De pronto, como si se tratara de la neblina que se alza en el campo las mañanas de verano, oyó unas voces que hablaban en su dialecto de Shanghai. Más relajada, miró a su alrededor para ver de quién se trataba, pero advirtió que lo que le había parecido su dialecto no era sino japonés, cuya fonética es parecida.

En ese momento, sintió una súbita punzada de tristeza. Pese a que las caras y la lengua que la rodeaban eran muy parecidas a las suyas, se encontraba sola en un mundo extraño donde no conocía a nadie.

Al mirar de nuevo por la ventana, el sol ya se había puesto. Lo que vio en el cristal fue la imagen de una chica desamparada con un abrigo anodino. Al reconocerse, le embargó un sentimiento de absoluta soledad y los ojos se le anegaron de lágrimas. Tenía diecinueve años.

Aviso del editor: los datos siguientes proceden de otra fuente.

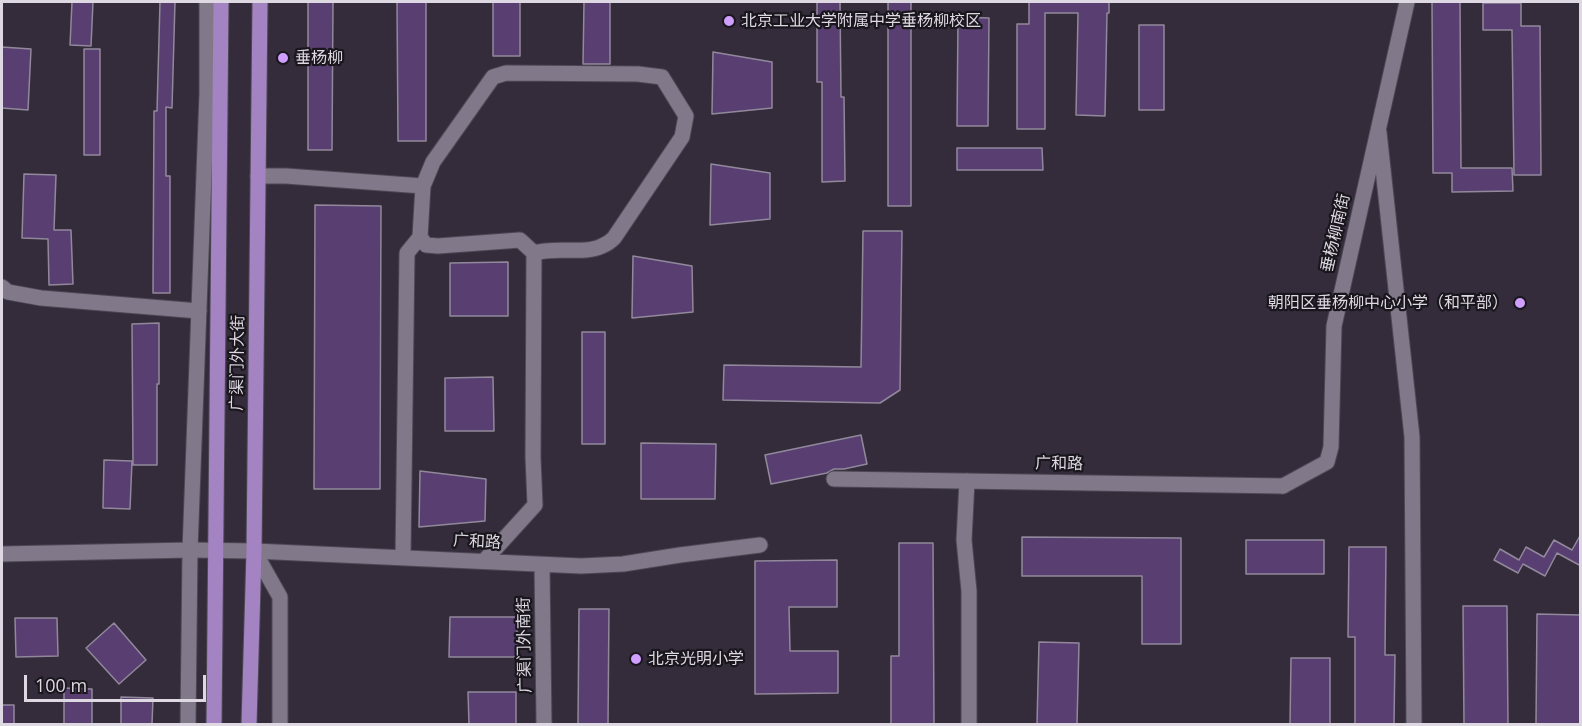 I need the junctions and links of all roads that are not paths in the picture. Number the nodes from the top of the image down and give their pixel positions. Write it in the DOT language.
graph roads {
  1 [pos="207,2"];
  2 [pos="220,2"];
  3 [pos="260,2"];
  4 [pos="1407,2"];
  5 [pos="1378,129"];
  6 [pos="258,176"];
  7 [pos="423,186"];
  8 [pos="420,237"];
  9 [pos="534,253"];
  10 [pos="2,287"];
  11 [pos="199,311"];
  12 [pos="834,479"];
  13 [pos="967,481"];
  14 [pos="1283,486"];
  15 [pos="760,545"];
  16 [pos="190,550"];
  17 [pos="215,550"];
  18 [pos="254,550"];
  19 [pos="2,554"];
  20 [pos="403,557"];
  21 [pos="484,560"];
  22 [pos="542,565"];
  23 [pos="188,724"];
  24 [pos="214,724"];
  25 [pos="249,724"];
  26 [pos="280,724"];
  27 [pos="544,724"];
  28 [pos="969,724"];
  29 [pos="1414,724"];
  1 -- 11 [label="street"];
  2 -- 17 [label="main road, 广渠门外大街"];
  3 -- 6 [label="main road, 广渠门外大街"];
  4 -- 5 [label="street, 垂杨柳南街"];
  5 -- 14 [label="street, 垂杨柳南街"];
  5 -- 29 [label="street"];
  6 -- 7 [label="street"];
  6 -- 18 [label="main road, 广渠门外大街"];
  7 -- 8 [label="street"];
  7 -- 9 [label="street"];
  8 -- 9 [label="street"];
  8 -- 20 [label="street"];
  9 -- 21 [label="street"];
  10 -- 11 [label="street"];
  11 -- 16 [label="street"];
  12 -- 13 [label="street, 广和路"];
  13 -- 14 [label="street, 广和路"];
  13 -- 28 [label="street"];
  15 -- 22 [label="street, 广和路"];
  16 -- 17 [label="street, 广和路"];
  16 -- 19 [label="street, 广和路"];
  16 -- 23 [label="street"];
  17 -- 18 [label="street, 广和路"];
  17 -- 24 [label="main road, 广渠门外大街"];
  18 -- 20 [label="street, 广和路"];
  18 -- 25 [label="main road, 广渠门外大街"];
  18 -- 26 [label="street"];
  20 -- 21 [label="street, 广和路"];
  21 -- 22 [label="street, 广和路"];
  22 -- 27 [label="street, 广渠门外南街"];
}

Evidentemente, ésa no fue la primera vez que se había sentido abrumada por la prosperidad económica de Japón o por la frenética actividad de Tokio, pero la soledad que sintió en ese instante no podía compararse con nada de lo que había sentido hasta entonces.

Si hubiera ido a Japón a estudiar, tal como figuraba en su visado, habría podido superar esos sentimientos, pero su verdadero objetivo no era otro que el de ganar dinero sin otras armas que su juventud y su belleza. Había llegado a Japón con grandes expectativas: el agente que la había captado le había contado lo fácil que era para las chicas de origen chino ganar dinero en Japón, y había sido justamente esa supuesta facilidad la que había hecho sucumbir a una chica seria e inteligente como Anna. Desde pequeña había sacado buenas notas, e incluso se había planteado ir a la universidad; no obstante, había acabado ganando dinero fácil sólo por hacer compañía a japoneses. Era consciente de lo sórdido de la situación, pero no podía evitarlo.

Su padre era taxista, su madre tenía una verdulería. Cada noche volvían a casa y hablaban con orgullo de sus pequeños éxitos, de lo que habían ganado con su habilidad y su ingenio. Ésa era la forma de vida de los comerciantes de Shanghai. Sin embargo, Anna siempre tendría vetado hablar de sus negocios y de sus éxitos con sus padres.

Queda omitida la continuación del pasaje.